┌──

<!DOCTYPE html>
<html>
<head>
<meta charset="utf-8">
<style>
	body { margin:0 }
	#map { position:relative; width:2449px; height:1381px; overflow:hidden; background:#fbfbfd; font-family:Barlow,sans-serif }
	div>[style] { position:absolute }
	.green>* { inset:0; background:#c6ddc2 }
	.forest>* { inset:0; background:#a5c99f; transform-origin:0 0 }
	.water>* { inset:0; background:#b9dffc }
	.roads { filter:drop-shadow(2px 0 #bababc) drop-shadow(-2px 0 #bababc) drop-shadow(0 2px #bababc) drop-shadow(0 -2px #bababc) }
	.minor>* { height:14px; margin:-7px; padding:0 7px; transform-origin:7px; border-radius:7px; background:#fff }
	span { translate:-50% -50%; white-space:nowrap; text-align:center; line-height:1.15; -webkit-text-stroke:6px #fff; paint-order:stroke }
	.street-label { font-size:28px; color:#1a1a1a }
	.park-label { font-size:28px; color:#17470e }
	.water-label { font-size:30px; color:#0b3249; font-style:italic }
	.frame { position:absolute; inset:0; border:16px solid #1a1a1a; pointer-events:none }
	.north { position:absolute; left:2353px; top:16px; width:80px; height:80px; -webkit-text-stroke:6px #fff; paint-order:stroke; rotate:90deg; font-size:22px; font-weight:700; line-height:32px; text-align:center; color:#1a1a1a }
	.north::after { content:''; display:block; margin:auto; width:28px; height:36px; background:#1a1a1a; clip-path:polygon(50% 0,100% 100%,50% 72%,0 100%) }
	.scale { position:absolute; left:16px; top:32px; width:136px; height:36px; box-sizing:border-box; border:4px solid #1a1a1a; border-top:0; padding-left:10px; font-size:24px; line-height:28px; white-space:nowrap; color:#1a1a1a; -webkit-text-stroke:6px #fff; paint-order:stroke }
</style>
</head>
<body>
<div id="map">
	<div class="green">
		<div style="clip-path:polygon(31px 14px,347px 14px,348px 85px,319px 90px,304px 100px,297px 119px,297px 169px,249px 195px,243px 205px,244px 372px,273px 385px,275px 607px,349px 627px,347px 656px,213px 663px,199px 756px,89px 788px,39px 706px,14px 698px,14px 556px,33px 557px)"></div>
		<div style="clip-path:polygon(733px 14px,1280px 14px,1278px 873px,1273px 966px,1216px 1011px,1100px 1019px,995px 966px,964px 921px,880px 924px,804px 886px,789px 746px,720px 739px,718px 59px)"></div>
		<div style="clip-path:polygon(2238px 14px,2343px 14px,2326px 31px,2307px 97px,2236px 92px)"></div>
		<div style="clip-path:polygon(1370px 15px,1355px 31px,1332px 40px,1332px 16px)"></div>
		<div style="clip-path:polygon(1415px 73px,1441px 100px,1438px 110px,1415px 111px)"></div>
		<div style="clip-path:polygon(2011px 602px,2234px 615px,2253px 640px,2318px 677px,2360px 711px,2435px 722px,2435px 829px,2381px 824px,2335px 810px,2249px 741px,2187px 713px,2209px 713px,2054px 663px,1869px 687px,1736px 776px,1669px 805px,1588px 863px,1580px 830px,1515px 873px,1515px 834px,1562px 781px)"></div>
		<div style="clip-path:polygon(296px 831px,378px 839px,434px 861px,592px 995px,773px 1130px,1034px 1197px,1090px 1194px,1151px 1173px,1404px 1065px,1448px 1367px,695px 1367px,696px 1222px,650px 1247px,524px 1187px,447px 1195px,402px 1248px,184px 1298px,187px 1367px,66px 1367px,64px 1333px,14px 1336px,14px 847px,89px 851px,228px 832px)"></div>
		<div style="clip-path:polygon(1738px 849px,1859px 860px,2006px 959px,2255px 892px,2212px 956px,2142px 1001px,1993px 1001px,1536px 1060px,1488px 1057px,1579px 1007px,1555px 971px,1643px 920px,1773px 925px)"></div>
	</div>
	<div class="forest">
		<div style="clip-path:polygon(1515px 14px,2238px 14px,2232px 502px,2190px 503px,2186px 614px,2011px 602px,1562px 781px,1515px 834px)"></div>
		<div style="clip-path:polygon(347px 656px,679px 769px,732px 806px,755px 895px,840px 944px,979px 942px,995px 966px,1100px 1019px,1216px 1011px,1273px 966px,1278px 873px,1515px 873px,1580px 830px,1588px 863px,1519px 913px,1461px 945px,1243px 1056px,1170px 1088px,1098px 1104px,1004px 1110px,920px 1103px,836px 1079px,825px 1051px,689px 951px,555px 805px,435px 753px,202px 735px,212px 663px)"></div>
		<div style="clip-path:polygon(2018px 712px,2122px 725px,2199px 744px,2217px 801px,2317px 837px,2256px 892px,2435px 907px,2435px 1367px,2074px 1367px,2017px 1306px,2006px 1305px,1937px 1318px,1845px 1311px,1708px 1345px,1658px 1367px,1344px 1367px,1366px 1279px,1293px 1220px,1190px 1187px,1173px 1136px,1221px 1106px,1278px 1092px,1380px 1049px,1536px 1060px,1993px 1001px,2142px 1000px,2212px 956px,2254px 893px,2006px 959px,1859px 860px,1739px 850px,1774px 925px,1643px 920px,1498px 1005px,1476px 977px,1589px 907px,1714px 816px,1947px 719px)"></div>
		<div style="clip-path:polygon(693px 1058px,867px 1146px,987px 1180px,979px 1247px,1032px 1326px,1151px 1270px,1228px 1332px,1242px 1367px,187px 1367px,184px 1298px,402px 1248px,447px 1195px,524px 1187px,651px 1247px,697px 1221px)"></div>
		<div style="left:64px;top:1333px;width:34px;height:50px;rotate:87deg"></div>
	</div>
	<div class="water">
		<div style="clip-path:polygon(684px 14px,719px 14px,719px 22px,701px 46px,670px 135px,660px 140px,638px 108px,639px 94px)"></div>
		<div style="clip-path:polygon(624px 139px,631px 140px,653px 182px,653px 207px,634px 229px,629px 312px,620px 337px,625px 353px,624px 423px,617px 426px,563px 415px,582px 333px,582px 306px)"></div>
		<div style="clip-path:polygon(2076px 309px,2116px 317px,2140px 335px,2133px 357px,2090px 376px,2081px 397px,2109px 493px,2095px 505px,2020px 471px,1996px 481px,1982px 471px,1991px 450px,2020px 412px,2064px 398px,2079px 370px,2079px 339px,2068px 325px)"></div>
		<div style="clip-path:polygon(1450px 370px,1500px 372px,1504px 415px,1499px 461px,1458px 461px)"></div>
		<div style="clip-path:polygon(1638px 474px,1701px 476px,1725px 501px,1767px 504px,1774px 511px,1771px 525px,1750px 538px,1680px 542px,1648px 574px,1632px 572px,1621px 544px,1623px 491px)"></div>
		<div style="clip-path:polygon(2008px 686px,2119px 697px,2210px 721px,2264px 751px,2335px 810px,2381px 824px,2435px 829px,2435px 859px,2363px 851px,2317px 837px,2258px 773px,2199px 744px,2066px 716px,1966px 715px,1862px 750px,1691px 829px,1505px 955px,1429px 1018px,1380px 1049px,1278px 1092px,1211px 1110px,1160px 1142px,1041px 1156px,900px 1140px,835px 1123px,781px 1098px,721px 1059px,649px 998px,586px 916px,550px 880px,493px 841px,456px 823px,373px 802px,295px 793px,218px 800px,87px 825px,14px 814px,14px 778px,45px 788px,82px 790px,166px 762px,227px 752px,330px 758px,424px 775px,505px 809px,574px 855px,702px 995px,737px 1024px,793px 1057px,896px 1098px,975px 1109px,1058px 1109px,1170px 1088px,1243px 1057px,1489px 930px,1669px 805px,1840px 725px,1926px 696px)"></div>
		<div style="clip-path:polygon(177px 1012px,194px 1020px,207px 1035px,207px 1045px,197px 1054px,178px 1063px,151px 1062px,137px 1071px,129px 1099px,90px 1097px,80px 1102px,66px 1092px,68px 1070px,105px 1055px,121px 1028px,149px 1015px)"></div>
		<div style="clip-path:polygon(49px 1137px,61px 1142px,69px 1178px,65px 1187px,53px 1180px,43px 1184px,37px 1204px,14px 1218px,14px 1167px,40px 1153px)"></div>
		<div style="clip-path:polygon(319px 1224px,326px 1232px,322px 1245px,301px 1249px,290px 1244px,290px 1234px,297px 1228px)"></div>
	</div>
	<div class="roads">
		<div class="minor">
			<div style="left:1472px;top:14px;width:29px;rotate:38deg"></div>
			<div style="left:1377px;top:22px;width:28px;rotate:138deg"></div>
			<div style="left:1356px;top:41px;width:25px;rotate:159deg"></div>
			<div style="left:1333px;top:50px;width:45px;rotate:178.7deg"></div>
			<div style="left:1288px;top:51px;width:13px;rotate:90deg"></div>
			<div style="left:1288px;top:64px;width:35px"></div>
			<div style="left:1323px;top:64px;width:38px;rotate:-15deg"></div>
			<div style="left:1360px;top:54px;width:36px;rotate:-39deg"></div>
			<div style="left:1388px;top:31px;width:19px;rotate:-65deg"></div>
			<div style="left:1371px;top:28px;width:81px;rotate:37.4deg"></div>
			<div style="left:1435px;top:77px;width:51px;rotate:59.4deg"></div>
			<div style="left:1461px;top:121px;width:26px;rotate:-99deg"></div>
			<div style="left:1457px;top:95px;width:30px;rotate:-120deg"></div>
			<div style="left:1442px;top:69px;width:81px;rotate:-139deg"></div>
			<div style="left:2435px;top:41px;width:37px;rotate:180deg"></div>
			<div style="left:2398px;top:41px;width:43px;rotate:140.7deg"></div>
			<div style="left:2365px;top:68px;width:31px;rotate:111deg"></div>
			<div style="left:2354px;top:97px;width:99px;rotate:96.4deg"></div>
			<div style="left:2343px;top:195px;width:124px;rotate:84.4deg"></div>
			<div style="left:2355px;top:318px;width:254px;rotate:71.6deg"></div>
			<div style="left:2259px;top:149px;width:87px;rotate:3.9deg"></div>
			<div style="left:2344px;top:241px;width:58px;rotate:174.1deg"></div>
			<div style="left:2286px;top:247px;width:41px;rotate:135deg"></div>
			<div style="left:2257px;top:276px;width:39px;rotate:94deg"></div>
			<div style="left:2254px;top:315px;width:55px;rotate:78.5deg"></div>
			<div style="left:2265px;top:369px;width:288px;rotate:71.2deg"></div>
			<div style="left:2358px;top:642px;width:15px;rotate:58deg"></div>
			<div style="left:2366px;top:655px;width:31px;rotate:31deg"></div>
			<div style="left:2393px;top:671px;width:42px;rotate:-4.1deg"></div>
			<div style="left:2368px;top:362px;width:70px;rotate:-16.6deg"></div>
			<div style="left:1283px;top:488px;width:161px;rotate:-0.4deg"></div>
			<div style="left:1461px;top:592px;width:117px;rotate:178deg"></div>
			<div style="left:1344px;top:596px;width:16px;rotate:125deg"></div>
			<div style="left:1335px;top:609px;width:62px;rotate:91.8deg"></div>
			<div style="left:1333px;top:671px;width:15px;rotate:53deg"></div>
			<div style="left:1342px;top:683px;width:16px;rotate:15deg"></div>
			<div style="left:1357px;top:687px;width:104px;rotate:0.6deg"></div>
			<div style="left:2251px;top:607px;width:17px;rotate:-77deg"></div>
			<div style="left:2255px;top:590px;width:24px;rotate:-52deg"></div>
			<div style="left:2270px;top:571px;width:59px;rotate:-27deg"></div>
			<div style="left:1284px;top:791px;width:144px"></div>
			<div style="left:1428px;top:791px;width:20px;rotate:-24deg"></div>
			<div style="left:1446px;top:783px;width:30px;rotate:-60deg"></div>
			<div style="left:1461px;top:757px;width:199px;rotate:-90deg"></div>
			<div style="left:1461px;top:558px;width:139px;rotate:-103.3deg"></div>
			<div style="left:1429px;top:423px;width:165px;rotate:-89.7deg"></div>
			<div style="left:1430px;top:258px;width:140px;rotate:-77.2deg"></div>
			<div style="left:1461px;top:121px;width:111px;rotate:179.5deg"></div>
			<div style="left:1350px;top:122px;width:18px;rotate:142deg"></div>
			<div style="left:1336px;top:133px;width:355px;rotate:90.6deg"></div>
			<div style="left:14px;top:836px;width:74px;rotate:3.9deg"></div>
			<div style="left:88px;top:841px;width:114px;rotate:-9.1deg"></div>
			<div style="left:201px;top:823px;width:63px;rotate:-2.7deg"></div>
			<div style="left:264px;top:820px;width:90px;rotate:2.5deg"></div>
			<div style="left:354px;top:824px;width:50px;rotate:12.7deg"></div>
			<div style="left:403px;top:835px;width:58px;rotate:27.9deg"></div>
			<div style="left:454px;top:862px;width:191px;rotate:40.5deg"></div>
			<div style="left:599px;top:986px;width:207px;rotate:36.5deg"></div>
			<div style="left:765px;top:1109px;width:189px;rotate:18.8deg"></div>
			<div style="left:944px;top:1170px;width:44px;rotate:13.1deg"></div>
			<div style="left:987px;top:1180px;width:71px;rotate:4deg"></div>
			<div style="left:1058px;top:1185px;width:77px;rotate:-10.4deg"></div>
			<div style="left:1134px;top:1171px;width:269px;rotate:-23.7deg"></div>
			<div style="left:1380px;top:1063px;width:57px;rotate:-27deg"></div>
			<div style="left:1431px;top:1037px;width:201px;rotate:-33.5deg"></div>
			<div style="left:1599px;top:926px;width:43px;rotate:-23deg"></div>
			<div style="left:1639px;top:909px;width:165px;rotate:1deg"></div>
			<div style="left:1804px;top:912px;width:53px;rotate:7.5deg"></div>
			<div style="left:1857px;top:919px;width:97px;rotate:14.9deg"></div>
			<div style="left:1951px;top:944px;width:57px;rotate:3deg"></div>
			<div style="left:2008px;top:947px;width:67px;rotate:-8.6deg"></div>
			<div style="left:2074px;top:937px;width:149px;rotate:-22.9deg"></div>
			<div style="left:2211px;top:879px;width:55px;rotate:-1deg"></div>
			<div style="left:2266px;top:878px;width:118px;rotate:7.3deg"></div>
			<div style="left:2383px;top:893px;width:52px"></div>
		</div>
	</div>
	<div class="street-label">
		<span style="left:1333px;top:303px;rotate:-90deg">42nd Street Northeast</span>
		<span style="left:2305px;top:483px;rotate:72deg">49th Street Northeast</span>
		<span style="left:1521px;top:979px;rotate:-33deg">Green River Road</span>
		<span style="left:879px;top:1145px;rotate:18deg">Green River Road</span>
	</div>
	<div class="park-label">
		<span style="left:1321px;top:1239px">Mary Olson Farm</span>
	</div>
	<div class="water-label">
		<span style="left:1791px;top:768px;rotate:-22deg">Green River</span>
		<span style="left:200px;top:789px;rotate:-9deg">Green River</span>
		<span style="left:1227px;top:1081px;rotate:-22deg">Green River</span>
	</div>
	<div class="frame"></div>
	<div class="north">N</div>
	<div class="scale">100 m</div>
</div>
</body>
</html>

└──

**Description of the task**
The answer must be all the lines above that hold the word "roads".

**Task answer**
	.roads { filter:drop-shadow(2px 0 #bababc) drop-shadow(-2px 0 #bababc) drop-shadow(0 2px #bababc) drop-shadow(0 -2px #bababc) }
	<div class="roads">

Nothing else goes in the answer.